Ecovative’s chief innovation is a foam made of mycelia (mushroom roots) and agricultural wastes like seed husks and other throwaway organics that can replace styrofoam and polystyrenes in a variety of applications, like packaging materials and home insulation. Now the young company is teaming with Ford to replace the petroleum based foams and insulators in dashboards, bumpers, and door panels to make at least part of the automobile compostable.

Ford, to its credit, is looking to cut down on about 30 pounds of petrol-based foams in its automobiles, and has explored a handful of more eco-friendly options. Ecovative’s foam offered Ford several advantages; aside from being cost competitive with petroleum-based products, it is also fireproof and waterproof. And, when buried at the end of its life, Ecovative’s foam will decompose in about a month.

Ecovative still has some production challenges to iron out--in order to fullfill its goal of rendering styrofoam and polystyrene products obsolete, the company (which has about 30 employees) will have to show that it is capable of growing its mycelium products in industrially sustainable quantities, and to a quality and consistency that allows companies like Ford to pass rigorous safety reviews.

But with $4 million in grants and competition winnings to help the company further refine its production process and find more potential applications for its mycelium-based foam, expect to see it sprouting up in more places.

[Treehugger]

6 Comments

I have a car thats 20+ years old. What would keep this product from decomposing during a cars active life? Do i have to get these components replaced every 5 years?

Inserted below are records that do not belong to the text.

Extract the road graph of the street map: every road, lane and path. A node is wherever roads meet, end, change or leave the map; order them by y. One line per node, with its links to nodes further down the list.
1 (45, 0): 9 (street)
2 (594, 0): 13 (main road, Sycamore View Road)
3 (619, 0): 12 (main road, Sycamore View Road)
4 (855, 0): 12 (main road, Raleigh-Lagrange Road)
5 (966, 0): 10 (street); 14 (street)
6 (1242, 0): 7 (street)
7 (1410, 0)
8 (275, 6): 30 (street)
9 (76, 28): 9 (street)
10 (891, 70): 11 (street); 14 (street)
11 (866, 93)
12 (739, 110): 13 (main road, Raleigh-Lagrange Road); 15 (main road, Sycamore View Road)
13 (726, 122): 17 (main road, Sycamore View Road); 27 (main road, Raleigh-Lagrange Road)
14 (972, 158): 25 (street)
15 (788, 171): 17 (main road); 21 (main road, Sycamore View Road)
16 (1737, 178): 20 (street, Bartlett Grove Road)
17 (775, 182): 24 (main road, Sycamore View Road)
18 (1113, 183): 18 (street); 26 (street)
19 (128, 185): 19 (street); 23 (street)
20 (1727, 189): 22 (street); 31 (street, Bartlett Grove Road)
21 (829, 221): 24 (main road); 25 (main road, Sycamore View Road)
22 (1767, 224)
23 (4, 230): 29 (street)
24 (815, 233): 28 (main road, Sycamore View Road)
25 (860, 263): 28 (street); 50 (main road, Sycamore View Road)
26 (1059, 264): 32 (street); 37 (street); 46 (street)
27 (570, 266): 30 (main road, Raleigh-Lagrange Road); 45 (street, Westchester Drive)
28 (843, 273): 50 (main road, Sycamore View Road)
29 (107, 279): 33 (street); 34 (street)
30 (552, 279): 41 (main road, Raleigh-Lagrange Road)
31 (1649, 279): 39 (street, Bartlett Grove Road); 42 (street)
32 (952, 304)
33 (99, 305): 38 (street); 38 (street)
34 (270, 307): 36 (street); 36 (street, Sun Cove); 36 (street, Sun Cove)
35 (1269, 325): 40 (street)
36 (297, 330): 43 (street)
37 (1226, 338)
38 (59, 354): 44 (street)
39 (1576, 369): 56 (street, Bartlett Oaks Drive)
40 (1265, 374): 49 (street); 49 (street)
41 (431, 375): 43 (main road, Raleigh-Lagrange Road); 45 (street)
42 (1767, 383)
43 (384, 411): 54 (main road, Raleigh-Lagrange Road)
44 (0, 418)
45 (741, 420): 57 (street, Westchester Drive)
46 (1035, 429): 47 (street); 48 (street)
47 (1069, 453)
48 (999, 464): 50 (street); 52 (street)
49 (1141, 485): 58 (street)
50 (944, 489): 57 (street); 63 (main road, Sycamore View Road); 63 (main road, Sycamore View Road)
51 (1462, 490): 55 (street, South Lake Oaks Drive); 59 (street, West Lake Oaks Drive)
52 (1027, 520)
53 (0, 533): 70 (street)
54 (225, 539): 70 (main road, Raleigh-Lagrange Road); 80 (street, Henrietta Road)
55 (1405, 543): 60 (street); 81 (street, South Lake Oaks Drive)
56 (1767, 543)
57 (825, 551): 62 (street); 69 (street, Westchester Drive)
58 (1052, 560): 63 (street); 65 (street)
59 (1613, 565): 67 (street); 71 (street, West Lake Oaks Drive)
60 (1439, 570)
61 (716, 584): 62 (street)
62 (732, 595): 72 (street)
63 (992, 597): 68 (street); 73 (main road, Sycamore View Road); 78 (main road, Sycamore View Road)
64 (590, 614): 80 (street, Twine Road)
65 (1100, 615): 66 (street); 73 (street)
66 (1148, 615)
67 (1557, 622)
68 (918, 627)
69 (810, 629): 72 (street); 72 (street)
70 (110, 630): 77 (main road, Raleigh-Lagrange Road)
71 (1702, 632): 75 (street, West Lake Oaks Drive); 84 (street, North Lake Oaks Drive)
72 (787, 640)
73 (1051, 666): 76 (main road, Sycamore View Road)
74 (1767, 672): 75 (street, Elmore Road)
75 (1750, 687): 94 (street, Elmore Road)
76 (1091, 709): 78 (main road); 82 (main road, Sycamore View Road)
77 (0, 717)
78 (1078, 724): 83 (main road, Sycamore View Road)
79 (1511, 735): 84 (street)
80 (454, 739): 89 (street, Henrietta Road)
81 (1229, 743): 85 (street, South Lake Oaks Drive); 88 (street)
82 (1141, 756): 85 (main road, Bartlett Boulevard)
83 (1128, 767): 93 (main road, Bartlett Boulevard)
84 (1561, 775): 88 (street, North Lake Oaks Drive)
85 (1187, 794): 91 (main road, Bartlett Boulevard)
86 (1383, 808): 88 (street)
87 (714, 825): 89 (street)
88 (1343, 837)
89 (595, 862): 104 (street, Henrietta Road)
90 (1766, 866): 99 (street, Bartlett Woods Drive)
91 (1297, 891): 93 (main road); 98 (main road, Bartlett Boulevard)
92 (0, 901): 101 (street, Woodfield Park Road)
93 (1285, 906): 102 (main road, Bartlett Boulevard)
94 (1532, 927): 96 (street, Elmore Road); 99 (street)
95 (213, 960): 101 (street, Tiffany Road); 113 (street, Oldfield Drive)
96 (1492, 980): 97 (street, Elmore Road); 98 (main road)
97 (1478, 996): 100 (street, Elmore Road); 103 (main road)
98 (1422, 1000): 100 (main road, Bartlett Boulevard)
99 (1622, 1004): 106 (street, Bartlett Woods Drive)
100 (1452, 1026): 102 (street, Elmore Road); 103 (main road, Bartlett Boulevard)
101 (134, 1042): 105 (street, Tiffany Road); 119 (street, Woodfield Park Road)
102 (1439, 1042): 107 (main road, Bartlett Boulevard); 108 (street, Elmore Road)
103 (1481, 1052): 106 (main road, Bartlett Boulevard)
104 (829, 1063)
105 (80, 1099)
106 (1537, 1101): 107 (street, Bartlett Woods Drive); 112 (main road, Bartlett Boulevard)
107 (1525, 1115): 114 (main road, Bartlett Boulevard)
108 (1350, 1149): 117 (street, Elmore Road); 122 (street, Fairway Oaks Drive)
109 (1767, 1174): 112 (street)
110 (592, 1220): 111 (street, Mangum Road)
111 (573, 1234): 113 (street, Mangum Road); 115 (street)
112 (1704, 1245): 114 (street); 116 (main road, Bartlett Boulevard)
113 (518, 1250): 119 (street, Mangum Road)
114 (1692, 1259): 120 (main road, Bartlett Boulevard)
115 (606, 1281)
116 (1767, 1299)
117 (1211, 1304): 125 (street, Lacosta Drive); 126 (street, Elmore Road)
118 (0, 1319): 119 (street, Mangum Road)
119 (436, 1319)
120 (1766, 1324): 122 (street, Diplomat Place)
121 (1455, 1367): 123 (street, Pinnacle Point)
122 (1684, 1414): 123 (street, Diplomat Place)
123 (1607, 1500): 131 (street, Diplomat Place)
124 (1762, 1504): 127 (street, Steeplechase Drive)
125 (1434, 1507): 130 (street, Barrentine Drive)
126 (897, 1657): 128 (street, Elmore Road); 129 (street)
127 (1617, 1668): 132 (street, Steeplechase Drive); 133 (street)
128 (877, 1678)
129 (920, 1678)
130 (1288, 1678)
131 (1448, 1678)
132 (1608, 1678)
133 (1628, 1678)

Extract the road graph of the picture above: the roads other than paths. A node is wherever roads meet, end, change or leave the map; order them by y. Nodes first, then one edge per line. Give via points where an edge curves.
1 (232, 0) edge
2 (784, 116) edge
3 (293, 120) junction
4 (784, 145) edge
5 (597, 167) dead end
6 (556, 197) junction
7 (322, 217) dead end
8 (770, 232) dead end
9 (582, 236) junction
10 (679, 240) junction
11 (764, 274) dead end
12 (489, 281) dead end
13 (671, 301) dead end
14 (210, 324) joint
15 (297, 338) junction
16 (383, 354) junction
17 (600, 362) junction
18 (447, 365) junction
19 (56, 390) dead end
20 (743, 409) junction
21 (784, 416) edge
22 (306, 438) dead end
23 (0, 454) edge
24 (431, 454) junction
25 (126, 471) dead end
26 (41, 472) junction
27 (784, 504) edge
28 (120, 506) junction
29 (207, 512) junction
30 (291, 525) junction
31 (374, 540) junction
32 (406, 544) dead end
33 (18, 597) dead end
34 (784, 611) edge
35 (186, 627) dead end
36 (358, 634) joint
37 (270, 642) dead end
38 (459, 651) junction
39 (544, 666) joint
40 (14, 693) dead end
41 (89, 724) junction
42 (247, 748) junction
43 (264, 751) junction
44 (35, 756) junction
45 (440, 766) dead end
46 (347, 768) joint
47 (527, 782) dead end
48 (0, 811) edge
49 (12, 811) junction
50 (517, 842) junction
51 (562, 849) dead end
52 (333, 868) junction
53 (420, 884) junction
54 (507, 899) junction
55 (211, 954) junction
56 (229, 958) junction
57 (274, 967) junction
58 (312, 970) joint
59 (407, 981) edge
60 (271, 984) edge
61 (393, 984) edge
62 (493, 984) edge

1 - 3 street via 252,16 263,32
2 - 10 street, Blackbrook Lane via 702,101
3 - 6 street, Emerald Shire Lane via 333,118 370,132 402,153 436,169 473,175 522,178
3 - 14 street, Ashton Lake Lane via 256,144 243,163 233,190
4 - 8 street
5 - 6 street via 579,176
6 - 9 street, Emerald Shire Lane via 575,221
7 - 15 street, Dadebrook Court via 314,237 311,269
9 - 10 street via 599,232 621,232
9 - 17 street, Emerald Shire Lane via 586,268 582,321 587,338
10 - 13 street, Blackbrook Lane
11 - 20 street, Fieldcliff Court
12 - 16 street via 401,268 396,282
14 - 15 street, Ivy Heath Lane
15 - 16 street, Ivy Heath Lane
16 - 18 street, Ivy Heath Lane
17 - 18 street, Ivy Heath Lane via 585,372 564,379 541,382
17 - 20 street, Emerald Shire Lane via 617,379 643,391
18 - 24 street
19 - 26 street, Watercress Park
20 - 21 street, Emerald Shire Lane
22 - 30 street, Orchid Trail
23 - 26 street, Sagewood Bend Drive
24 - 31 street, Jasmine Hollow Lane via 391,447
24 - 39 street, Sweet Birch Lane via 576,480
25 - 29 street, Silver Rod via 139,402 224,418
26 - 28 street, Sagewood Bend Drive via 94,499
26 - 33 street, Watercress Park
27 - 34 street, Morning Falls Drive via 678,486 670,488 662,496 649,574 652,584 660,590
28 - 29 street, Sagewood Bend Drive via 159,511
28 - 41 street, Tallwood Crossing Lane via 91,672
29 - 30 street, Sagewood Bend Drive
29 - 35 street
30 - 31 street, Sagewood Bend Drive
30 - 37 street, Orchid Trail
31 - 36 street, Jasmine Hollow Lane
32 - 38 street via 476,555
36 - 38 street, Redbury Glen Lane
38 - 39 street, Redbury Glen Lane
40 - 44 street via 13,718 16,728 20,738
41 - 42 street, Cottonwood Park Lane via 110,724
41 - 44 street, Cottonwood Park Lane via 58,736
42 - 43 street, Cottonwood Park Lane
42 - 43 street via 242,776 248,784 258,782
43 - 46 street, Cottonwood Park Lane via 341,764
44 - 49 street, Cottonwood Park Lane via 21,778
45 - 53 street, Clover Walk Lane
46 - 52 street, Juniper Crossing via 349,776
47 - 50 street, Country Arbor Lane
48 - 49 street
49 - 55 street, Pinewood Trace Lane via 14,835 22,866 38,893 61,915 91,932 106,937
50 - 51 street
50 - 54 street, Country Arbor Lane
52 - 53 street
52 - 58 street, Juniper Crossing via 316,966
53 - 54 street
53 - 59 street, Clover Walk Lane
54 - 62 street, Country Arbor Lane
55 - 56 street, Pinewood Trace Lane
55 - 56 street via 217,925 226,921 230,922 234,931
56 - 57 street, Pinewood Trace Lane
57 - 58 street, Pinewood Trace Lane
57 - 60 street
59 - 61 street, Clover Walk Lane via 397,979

...IF it's waterproof, how does it decompose? The only option I can derive here is that it's consumable by bacteria or perhaps carrion. So you'll have to get an exterminator for your vehicle from time to time. I think the big picture is being missed here in that polystyrenes are 100% recyclable, no need for putting it into the ground. How about investing in recycling initiatives? It would create more jobs than mushroom farming and help the economy far more than biodegradable form products.

awesome, 'shroom car.

@Turbo two tone- I think your missing the point. this is about oil. Almost every aspect of what goes into making a car NEEDS oil... plastics, rubber, the actual fuel...so since the end of oil is in all of our near future, it makes sense to implement renewable, eco-friendly methods to replace oil-based parts.

Hi All,

This is Sam from Ecovative.

I want to address your questions about biodegradability. I want to point out that you're probably wearing a natural and biodegradable cotton shirt, and sitting in a largely wooden biodegradable building. Like these other natural materials, our materials won't break down unless they are exposed to water and active soil cultures for weeks. In a car, they would be used in dry internal areas, so they would easily last for the lifetime of a car.

Right on Cogito... we need new materials for the post-oil age!

Thanks,
-Sam

www.twitter.com/ecovative

Sam is absolutely right. I can't believe anyone would even try to defend polystyrenes. They are toxic to create and toxic to recycle. Whereas, mushrooms and organic materials actually reduce CO2.